◆ Extracted information:
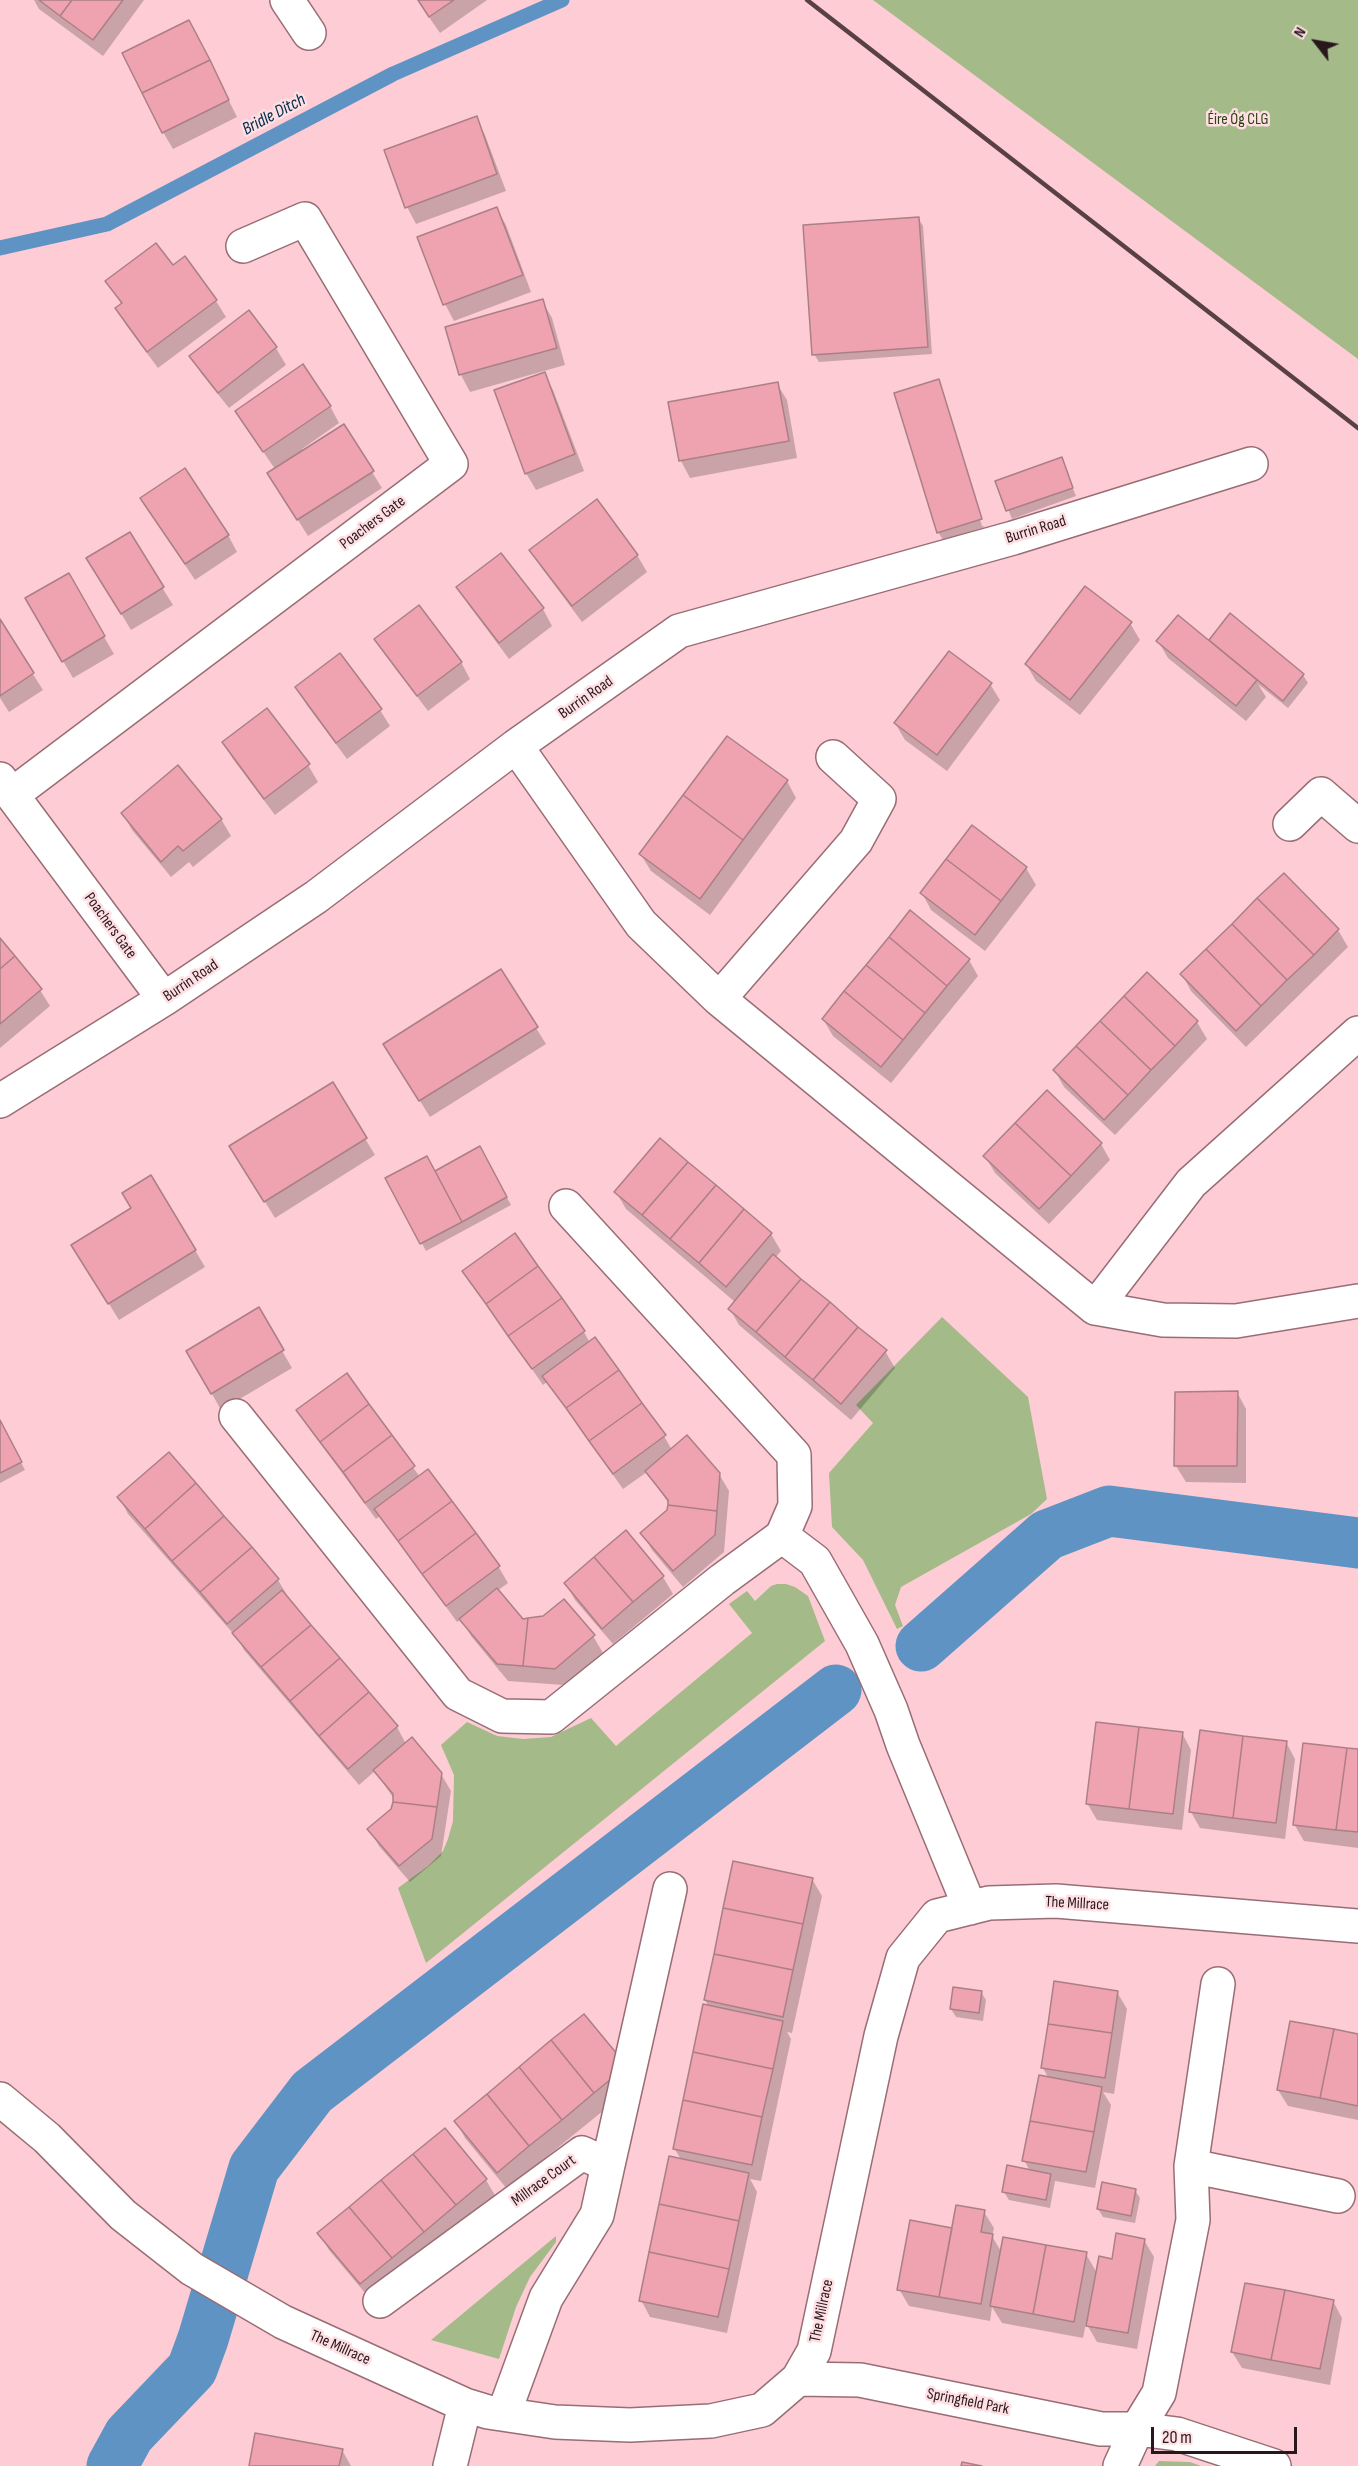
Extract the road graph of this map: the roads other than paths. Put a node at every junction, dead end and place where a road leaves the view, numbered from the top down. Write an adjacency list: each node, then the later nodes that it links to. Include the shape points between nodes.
1 (287, 0): 2 (street)
2 (309, 33)
3 (243, 246): 7 (street, Poachers Gate, via 305,219 452,464)
4 (1251, 464): 5 (street, Burrin Road, via 1013,538 679,631)
5 (516, 746): 10 (street, Burrin Road, via 316,897); 11 (street, via 641,924)
6 (833, 757): 11 (street, via 879,799 856,841)
7 (6, 787): 10 (street, Poachers Gate)
8 (1290, 824): 9 (street, via 1321,794)
9 (1358, 826)
10 (164, 999): 13 (street, Burrin Road)
11 (719, 999): 16 (street)
12 (1358, 1033): 16 (street, via 1191,1182)
13 (0, 1101)
14 (566, 1206): 18 (street, via 794,1455 795,1506)
15 (1358, 1301): 16 (street, via 1236,1321 1163,1320)
16 (1095, 1308)
17 (236, 1416): 18 (street, via 458,1694 502,1716 551,1717)
18 (782, 1536): 20 (street, via 815,1561 862,1644)
19 (670, 1889): 24 (street)
20 (970, 1908): 21 (street, The Millrace, via 989,1903 1056,1901); 28 (street, The Millrace, via 937,1916 903,1958 881,2036 814,2351)
21 (1358, 1926)
22 (1218, 1984): 25 (street)
23 (0, 2098): 29 (street, The Millrace, via 47,2138 123,2215 192,2269 283,2322)
24 (608, 2165): 27 (street, Millrace Court, via 582,2153); 30 (street, via 597,2215 546,2298)
25 (1191, 2166): 26 (street); 31 (street, via 1193,2220 1159,2393)
26 (1338, 2196)
27 (380, 2301)
28 (798, 2379): 30 (street, The Millrace, via 762,2410 711,2421 630,2425 555,2422); 31 (street, Springfield Park, via 860,2380 1101,2429)
29 (465, 2405): 30 (street, The Millrace); 32 (street)
30 (504, 2413)
31 (1137, 2429): 33 (street); 34 (street, Springfield Park, via 1177,2434)
32 (450, 2466)
33 (1120, 2466)
34 (1274, 2466)

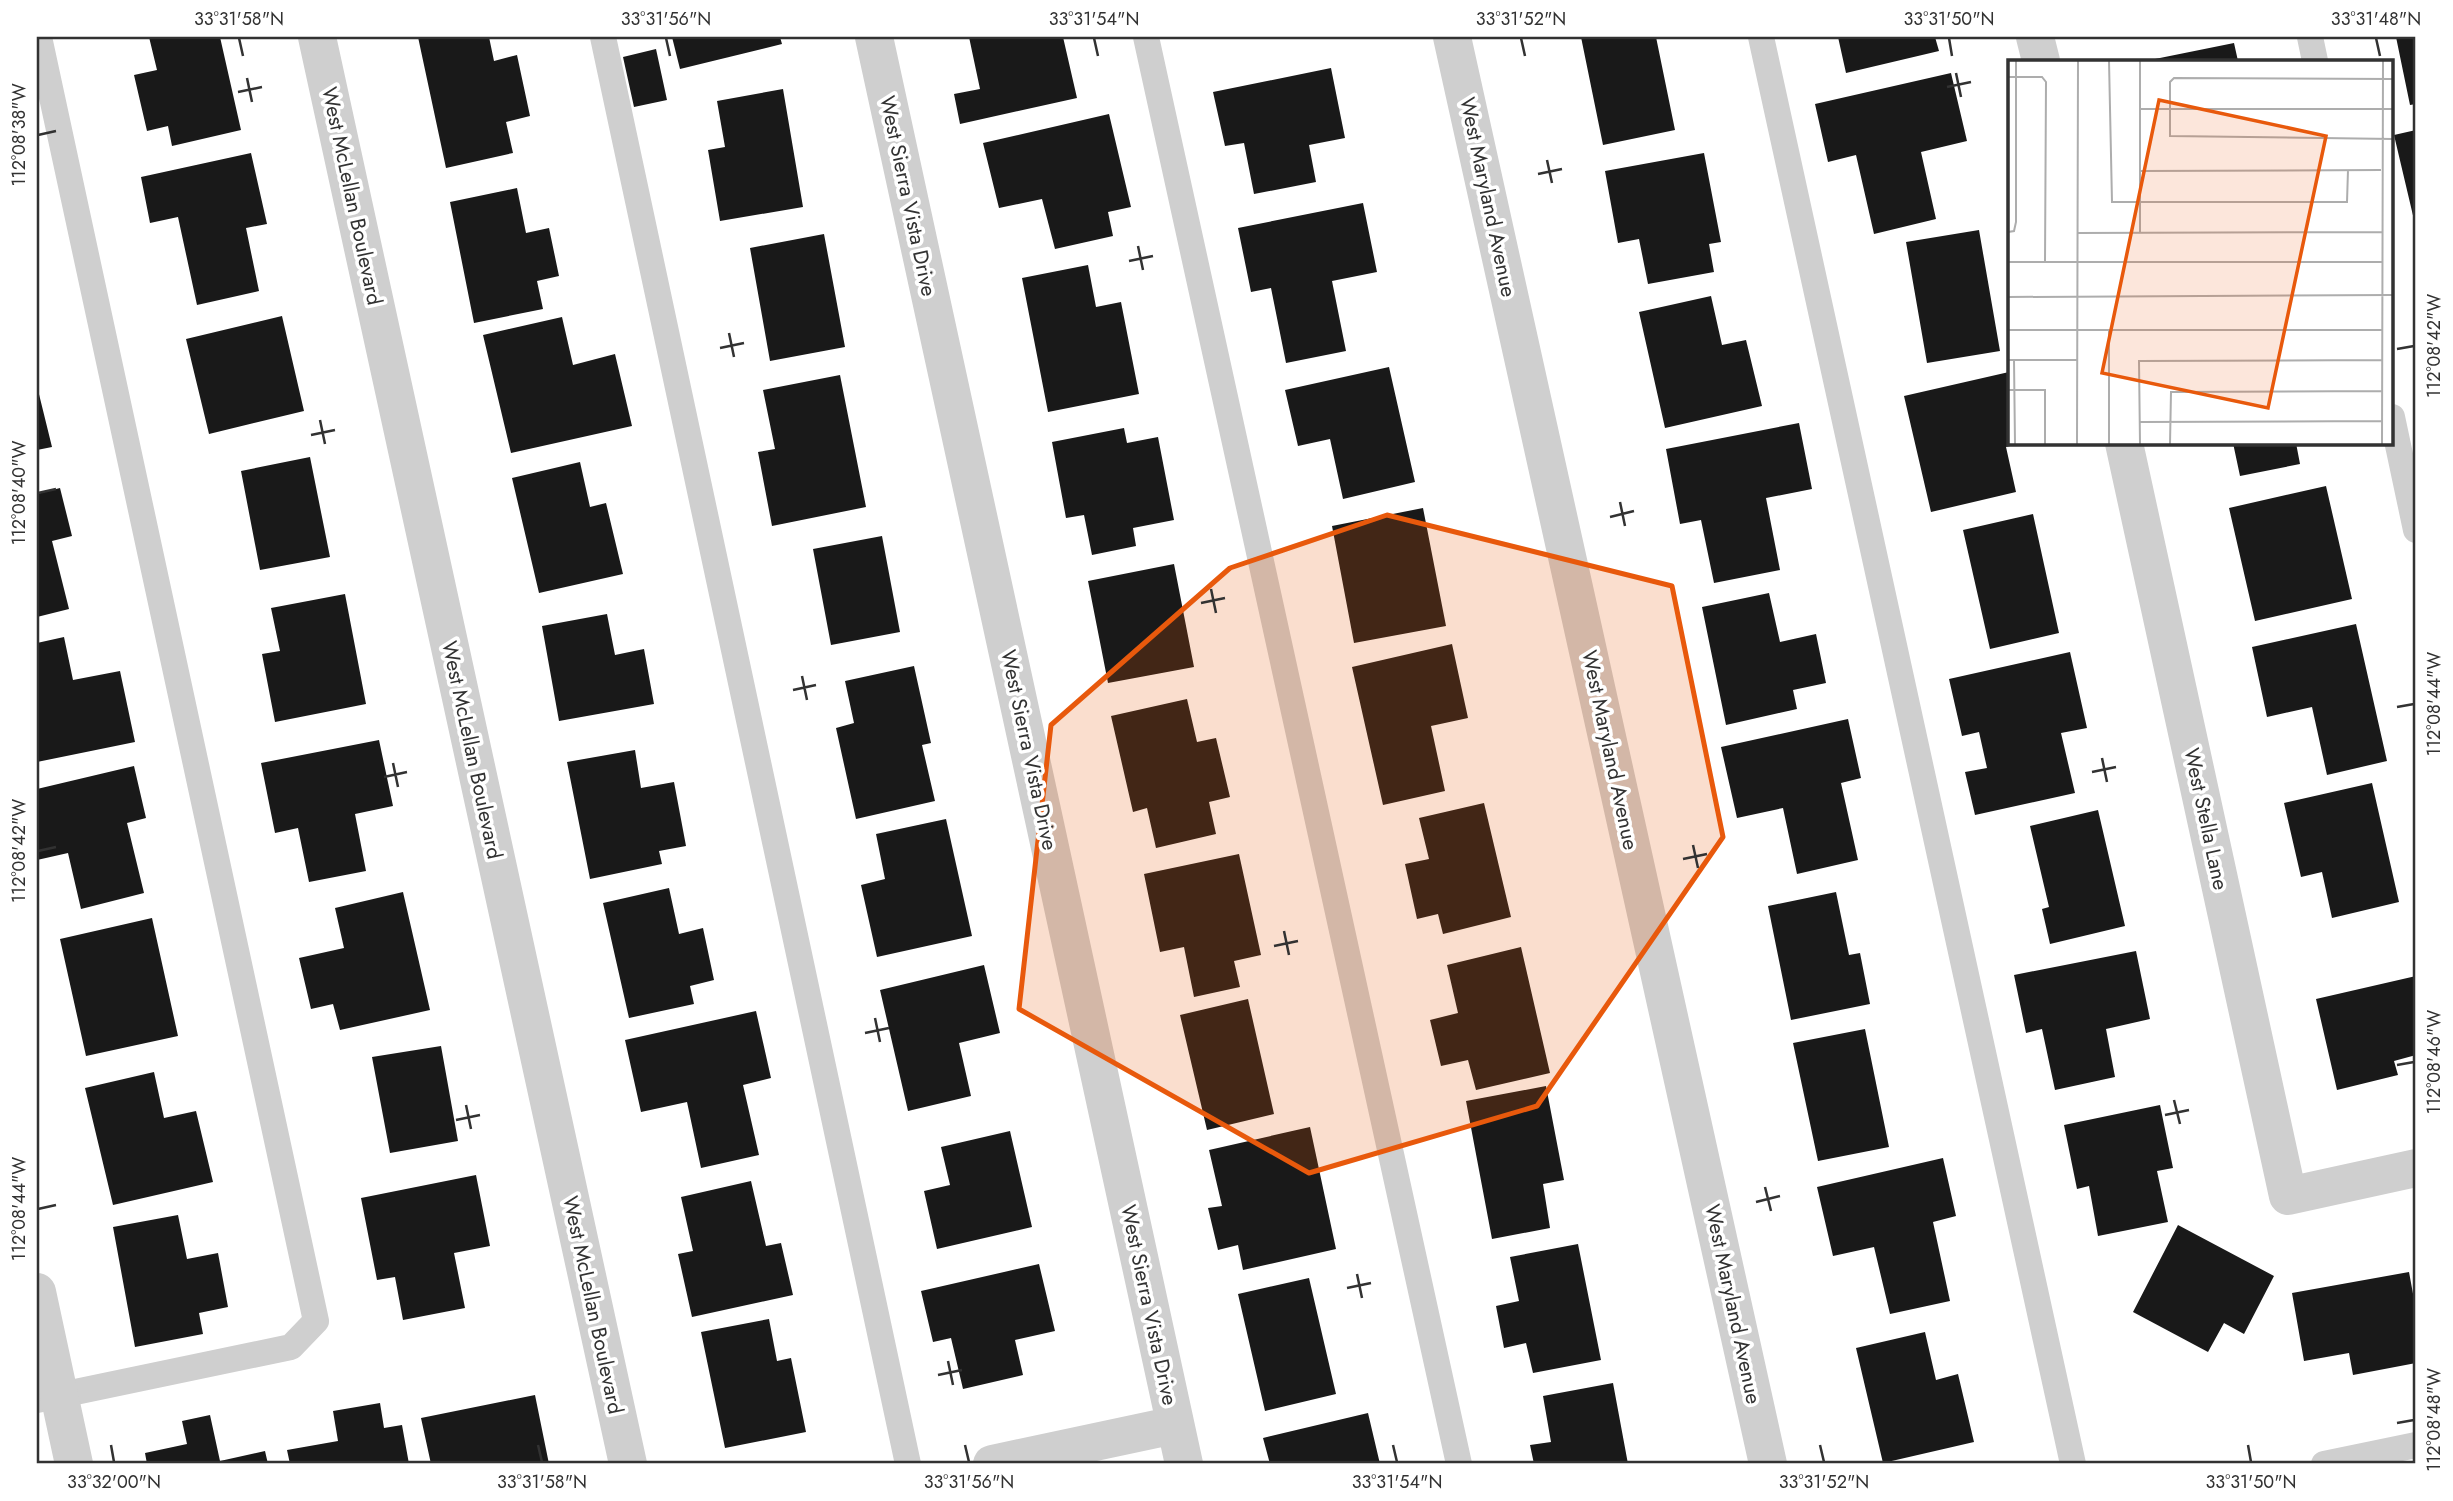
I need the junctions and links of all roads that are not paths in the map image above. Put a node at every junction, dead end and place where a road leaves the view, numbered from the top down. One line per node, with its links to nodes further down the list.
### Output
1 (38, 37): 17 (lane)
2 (317, 37): 21 (street, West McLellan Boulevard)
3 (603, 37): 22 (lane)
4 (874, 37): 18 (street, West Sierra Vista Drive)
5 (1146, 37): 25 (lane)
6 (1452, 37): 26 (street, West Maryland Avenue)
7 (1761, 37): 27 (lane)
8 (2035, 37): 10 (street)
9 (2309, 37): 11 (lane)
10 (2041, 60)
11 (2315, 60)
12 (2394, 426): 14 (lane)
13 (2124, 444): 15 (street, West Stella Lane)
14 (2416, 530)
15 (2416, 1168)
16 (37, 1292): 17 (street)
17 (48, 1398): 20 (street)
18 (1175, 1425): 23 (street); 24 (street, West Sierra Vista Drive)
19 (2416, 1444): 28 (lane)
20 (74, 1464)
21 (628, 1464)
22 (908, 1464)
23 (992, 1464)
24 (1184, 1464)
25 (1459, 1464)
26 (1768, 1464)
27 (2073, 1464)
28 (2324, 1464)

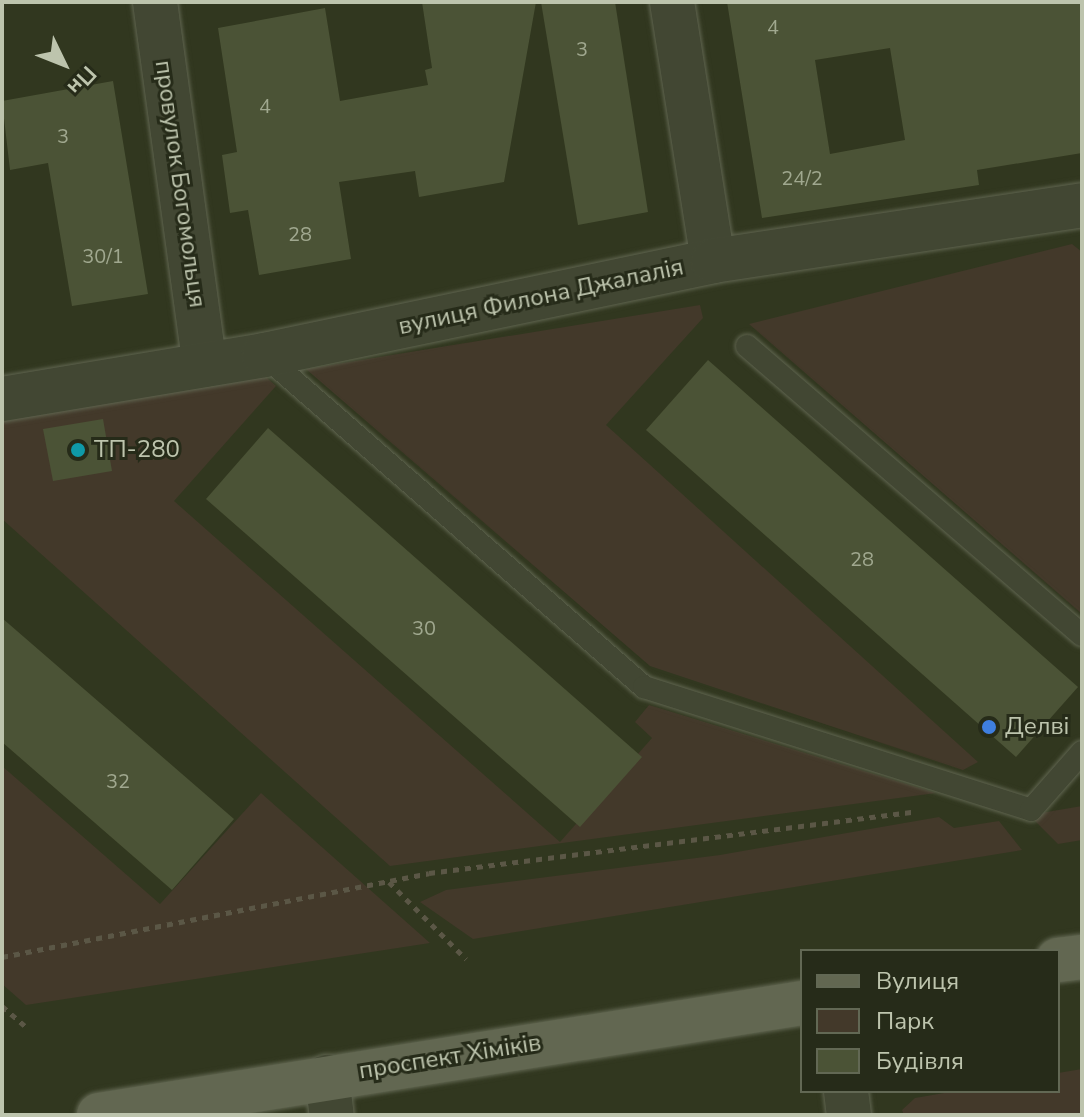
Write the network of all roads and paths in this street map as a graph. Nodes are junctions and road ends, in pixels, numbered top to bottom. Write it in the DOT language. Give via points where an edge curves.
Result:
graph roads {
  1 [pos="155,2"];
  2 [pos="672,2"];
  3 [pos="1082,205"];
  4 [pos="713,261"];
  5 [pos="747,346"];
  6 [pos="264,355"];
  7 [pos="205,365"];
  8 [pos="2,399"];
  9 [pos="1082,635"];
  10 [pos="1082,752"];
  11 [pos="986,796"];
  12 [pos="389,882"];
  13 [pos="2,957"];
  14 [pos="1082,957"];
  15 [pos="466,959"];
  16 [pos="1060,960"];
  17 [pos="800,1003"];
  18 [pos="2,1006"];
  19 [pos="25,1026"];
  20 [pos="846,1093"];
  21 [pos="329,1096"];
  22 [pos="99,1115"];
  23 [pos="849,1115"];
  1 -- 7 [label="street, провулок Богомольця"];
  2 -- 4 [label="street"];
  3 -- 4 [label="street, вулиця Филона Джалалія"];
  4 -- 6 [label="street, вулиця Филона Джалалія"];
  5 -- 9 [label="lane"];
  6 -- 7 [label="street, вулиця Филона Джалалія"];
  6 -- 11 [label="lane" via="644,687"];
  7 -- 8 [label="street, вулиця Филона Джалалія"];
  10 -- 11 [label="lane" via="1031,810"];
  11 -- 12 [label="path" via="953,806"];
  12 -- 13 [label="path"];
  12 -- 15 [label="path"];
  14 -- 16 [label="main road"];
  17 -- 21 [label="main road, проспект Хіміків"];
  18 -- 19 [label="path"];
  20 -- 23 [label="street"];
  21 -- 22 [label="main road, проспект Хіміків"];
}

◆ Instructions for the task: In the material above, the stretch from the line with "I need the junctions" through the line with "Write the network" is to be given again exactly, minus the pictures.

◆ Final answer:
I need the junctions and links of all roads that are not paths in the map image above. Put a node at every junction, dead end and place where a road leaves the view, numbered from the top down. One line per node, with its links to nodes further down the list.
### Output
1 (38, 37): 17 (lane)
2 (317, 37): 21 (street, West McLellan Boulevard)
3 (603, 37): 22 (lane)
4 (874, 37): 18 (street, West Sierra Vista Drive)
5 (1146, 37): 25 (lane)
6 (1452, 37): 26 (street, West Maryland Avenue)
7 (1761, 37): 27 (lane)
8 (2035, 37): 10 (street)
9 (2309, 37): 11 (lane)
10 (2041, 60)
11 (2315, 60)
12 (2394, 426): 14 (lane)
13 (2124, 444): 15 (street, West Stella Lane)
14 (2416, 530)
15 (2416, 1168)
16 (37, 1292): 17 (street)
17 (48, 1398): 20 (street)
18 (1175, 1425): 23 (street); 24 (street, West Sierra Vista Drive)
19 (2416, 1444): 28 (lane)
20 (74, 1464)
21 (628, 1464)
22 (908, 1464)
23 (992, 1464)
24 (1184, 1464)
25 (1459, 1464)
26 (1768, 1464)
27 (2073, 1464)
28 (2324, 1464)

Write the network of all roads and paths in this street map as a graph. Nodes are junctions and road ends, in pixels, numbered top to bottom. Write it in the DOT language. Give via points where an edge curves.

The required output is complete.